Entries taken from a collection:
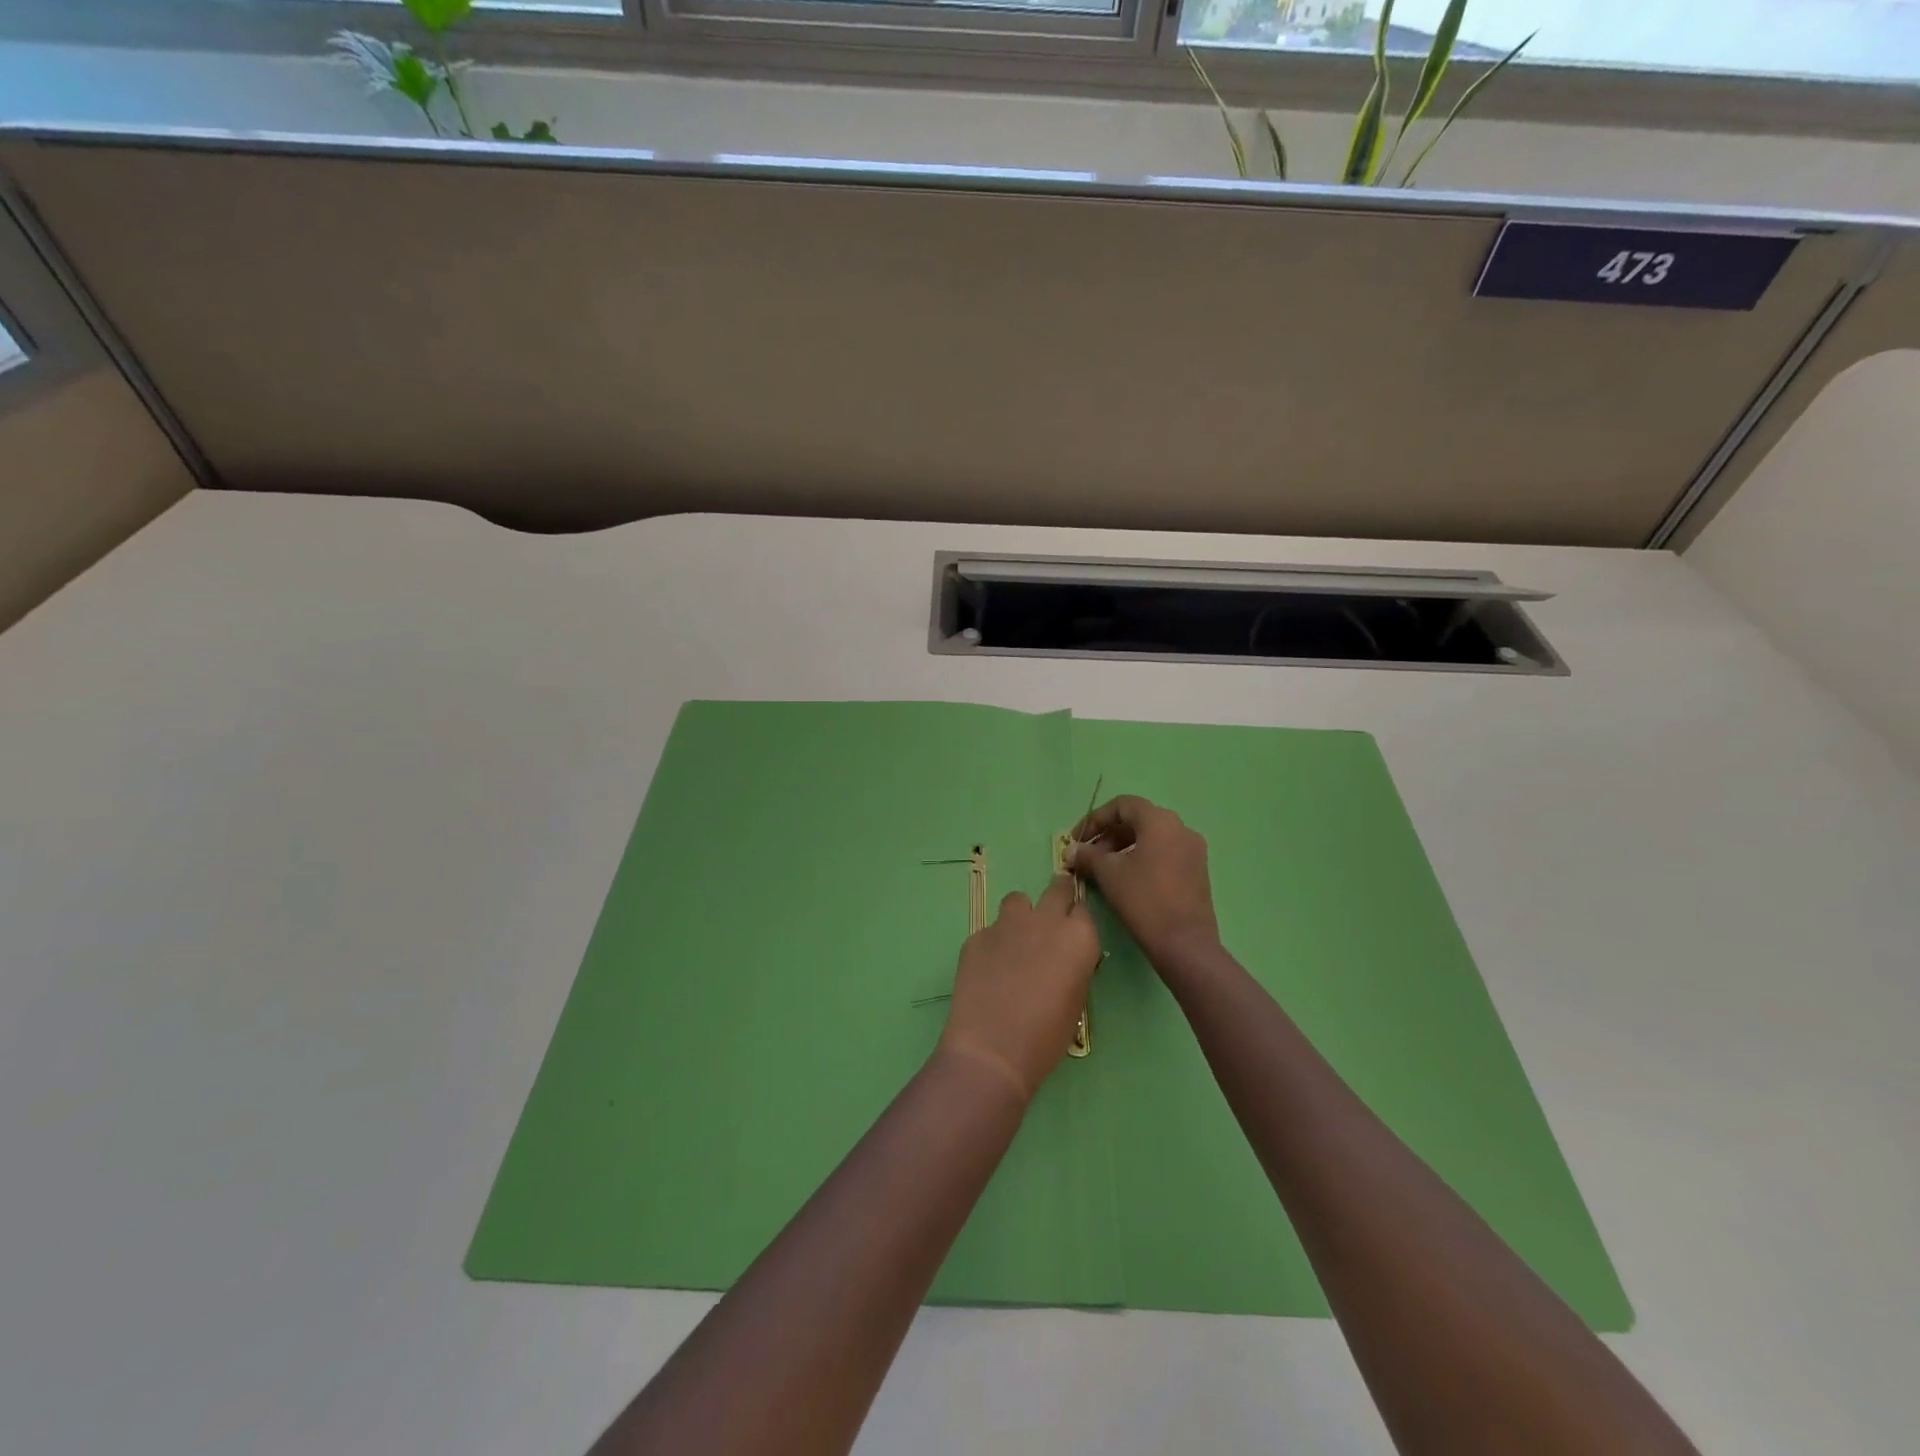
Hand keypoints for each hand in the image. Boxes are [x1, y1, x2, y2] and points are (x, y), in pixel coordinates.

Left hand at [936, 874, 1100, 1103]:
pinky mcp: (977, 935)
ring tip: (1016, 942)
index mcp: (1078, 937)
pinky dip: (994, 943)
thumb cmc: (1046, 1036)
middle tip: (1052, 917)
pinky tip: (989, 970)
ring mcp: (1008, 924)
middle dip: (1058, 896)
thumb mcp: (1076, 1001)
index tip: (1073, 934)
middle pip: (1057, 888)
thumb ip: (1073, 966)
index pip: (1084, 911)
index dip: (1077, 921)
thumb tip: (1064, 957)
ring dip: (1022, 915)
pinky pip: (991, 930)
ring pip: (1018, 900)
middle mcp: (1045, 920)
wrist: (992, 1048)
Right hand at [1068, 796, 1221, 973]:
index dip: (1095, 819)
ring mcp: (1193, 850)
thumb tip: (1072, 851)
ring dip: (1123, 847)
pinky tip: (1126, 879)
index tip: (1077, 839)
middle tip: (1088, 856)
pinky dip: (1142, 858)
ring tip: (1103, 869)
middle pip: (1138, 820)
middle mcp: (1181, 828)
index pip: (1122, 805)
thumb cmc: (1143, 900)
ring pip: (1151, 838)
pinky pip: (1164, 853)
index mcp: (1160, 821)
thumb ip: (1088, 856)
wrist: (1184, 944)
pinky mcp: (1197, 871)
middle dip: (1108, 835)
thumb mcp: (1108, 874)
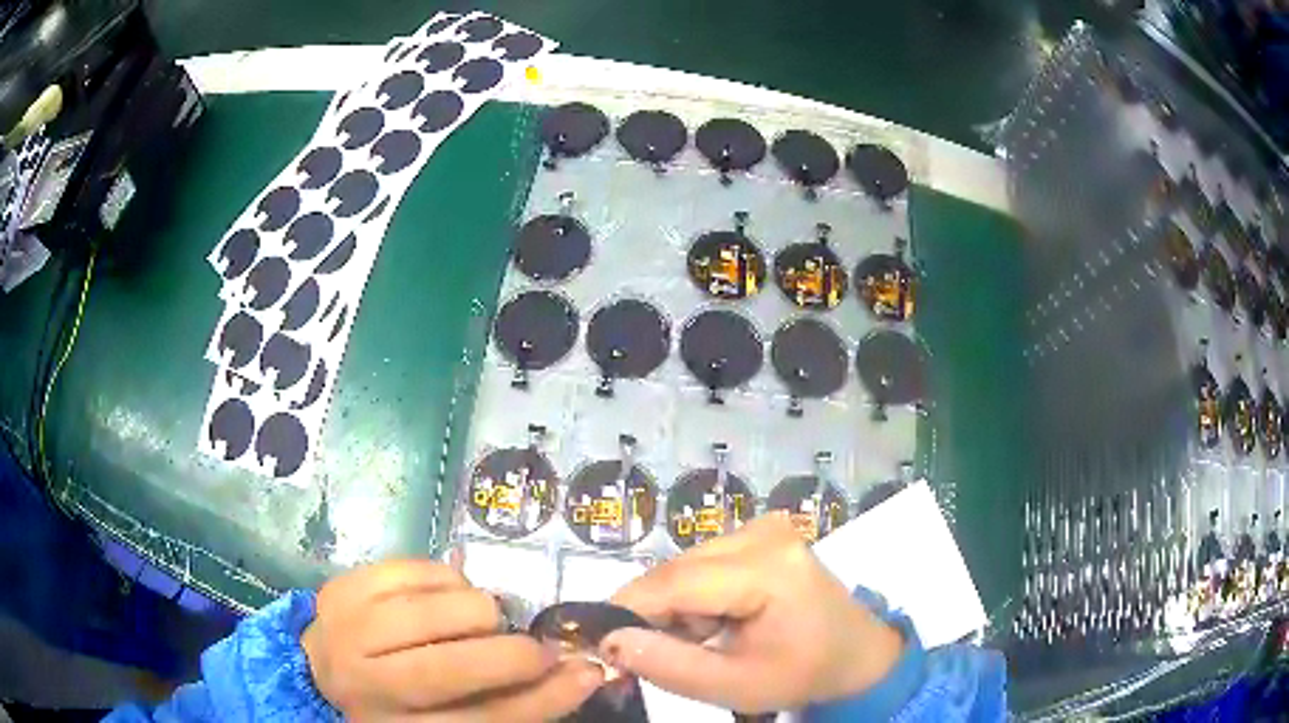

> [Exercise requirements]
The answer must be the lines above from the line that contains "middle mcp: (1045, 920)" to the final line of the data, word for word, with no pictures.

> [Written response]
middle mcp: (1045, 920)
wrist: (992, 1048)
Right hand at [1068, 796, 1221, 973]:
index dip: (1095, 819)
ring mcp: (1193, 850)
thumb tip: (1072, 851)
ring dip: (1123, 847)
pinky tip: (1126, 879)
index tip: (1077, 839)
middle tip: (1088, 856)
pinky dip: (1142, 858)
ring tip: (1103, 869)
middle pip: (1138, 820)
middle mcp: (1181, 828)
index pip: (1122, 805)
thumb cmc: (1143, 900)
ring pip: (1151, 838)
pinky pip: (1164, 853)
index mcp: (1160, 821)
thumb ip: (1088, 856)
wrist: (1184, 944)
pinky mcp: (1197, 871)
middle dip: (1108, 835)
thumb mcp: (1108, 874)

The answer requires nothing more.